Of the 12,980 tax returns identified by TIGTA, 12,480 with QBI deductions totaling nearly $37 million met the IRS’s dollar thresholds and were flagged. However, TIGTA found that the dollar “tolerances” set by the IRS to select a return for an examination results in the majority of those returns not being examined. TIGTA analyzed them and determined that 11,897 of the 12,480 tax returns (that is, 95.3 percent) didn’t meet the IRS’s dollar tolerance to be selected for post-processing compliance treatment. That means the QBI claim is allowed and not reviewed to ensure it’s valid. Those 11,897 tax returns claimed $28.2 million in QBI deductions.
In contrast, the IRS denied QBI deductions for 58 of the 68 tax returns for 2018 that were examined, as of May 2020, totaling more than $4.3 million. According to the IRS’s examination results, the taxpayers agreed with the change to the QBI deduction, acknowledging they did not qualify, in 57 out of the 58 cases.

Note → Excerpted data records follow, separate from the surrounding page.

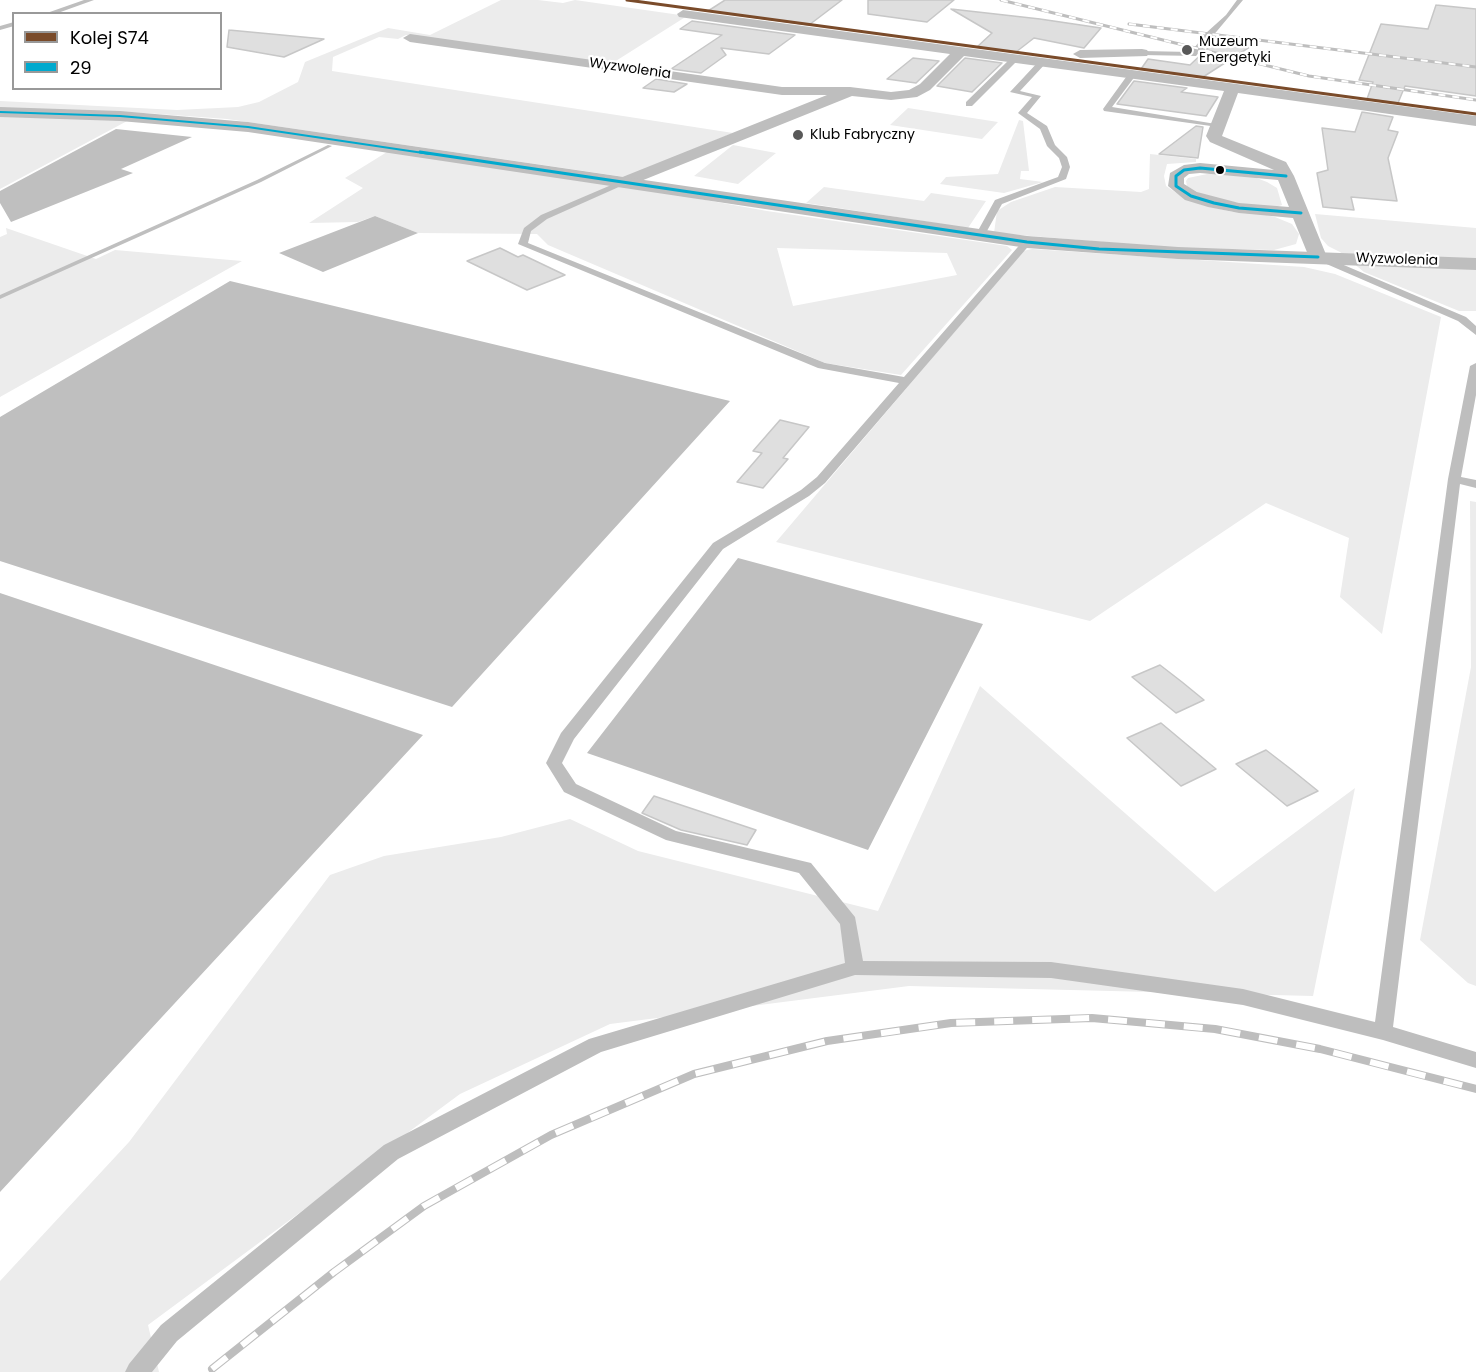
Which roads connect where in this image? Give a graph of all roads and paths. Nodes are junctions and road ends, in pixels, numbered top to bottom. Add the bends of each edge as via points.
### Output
1 (91, 0) edge
2 (1240, 0) edge
3 (53, 12) edge
4 (410, 38) dead end
5 (962, 51) junction
6 (1142, 52) joint
7 (1015, 59) junction
8 (1042, 63) junction
9 (1132, 75) junction
10 (1232, 89) junction
11 (850, 91) junction
12 (969, 104) dead end
13 (0, 112) edge
14 (1476, 121) edge
15 (1218, 125) junction
16 (1286, 176) junction
17 (626, 182) junction
18 (1300, 213) junction
19 (980, 236) junction
20 (1027, 242) junction
21 (1318, 257) junction
22 (1476, 264) edge
23 (1476, 332) edge
24 (1476, 366) edge
25 (906, 381) junction
26 (1454, 479) junction
27 (1476, 484) edge
28 (855, 968) junction
29 (1383, 1032) junction
30 (1476, 1060) edge
31 (137, 1372) edge

1 - 3 lane
2 - 6 lane via 1193,54
4 - 11 street, Wyzwolenia via 782,91
5 - 6 street via 682,8 1075,54
5 - 7 street
5 - 11 street, Wyzwolenia via 925,87 912,94 891,96
7 - 8 street
7 - 12 lane
8 - 9 street
8 - 19 lane via 1014,92 1037,96 1022,114 1044,128 1051,146 1062,156 1066,167 1062,179 998,202
9 - 10 street
9 - 15 lane via 1107,109
10 - 14 street
10 - 15 street
11 - 17 street, Wyzwolenia
13 - 17 street, Wyzwolenia via 205,122
15 - 16 street via 1216,139 1280,165
16 - 18 street
16 - 18 street via 1200,168 1184,170 1176,176 1176,186 1191,196 1214,203
17 - 19 street, Wyzwolenia
17 - 25 lane via 544,217 527,230 524,244 822,366
18 - 21 street
19 - 20 street, Wyzwolenia
20 - 21 street, Wyzwolenia via 1111,250
20 - 25 lane
21 - 22 street, Wyzwolenia
21 - 23 lane via 1462,319
24 - 26 lane
25 - 28 lane via 821,480 718,546 567,737 554,763 570,788 672,836 805,868 849,922
26 - 27 lane
26 - 29 lane
28 - 29 lane via 1051,970 1243,997
28 - 31 lane via 596,1045 391,1152 170,1333
29 - 30 lane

TIGTA also found that employees in the IRS’s Submission Processing Code and Edit function didn’t correctly process paper-filed tax returns claiming millions of dollars in QBI deductions. Its review of more than 2.8 million paper-filed tax returns identified 31,196 that included a QBI deduction. Further analysis by TIGTA of the 31,196 returns identified 5,193 paper-filed tax returns with QBI deductions totaling $45.3 million that were incorrectly processed.
TIGTA made five recommendations to the IRS to improve its ability to verify QBI deductions, and the IRS agreed or partially agreed with two of the recommendations, but disagreed with the other three. Several of the recommendations were redacted from the report, but in response to one of them, the IRS plans to update Forms 8995 and 8995-A and to evaluate tax returns for 2020 that claimed a QBI deduction to determine if there’s an increasing compliance risk that warrants additional compliance actions.
Eric Hylton, commissioner of the IRS’s Small Business/Self-Employed Division, disagreed with the report’s finding that $48.7 million in potential tax revenue could be derived from the erroneous QBI deductions.
“This measure assumes the results of a small sample of 68 examined returns can be extrapolated to the population of returns identified by TIGTA as being similar, an assumption that is not statistically supported,” he wrote in response to the report. “Additionally, the IRS has determined that taking the actions suggested during processing activities could harm taxpayers and increase risks. Conversely, to pursue post-processing compliance activities would create an opportunity cost that would reduce overall revenue potential by diverting resources from other productive workstreams.”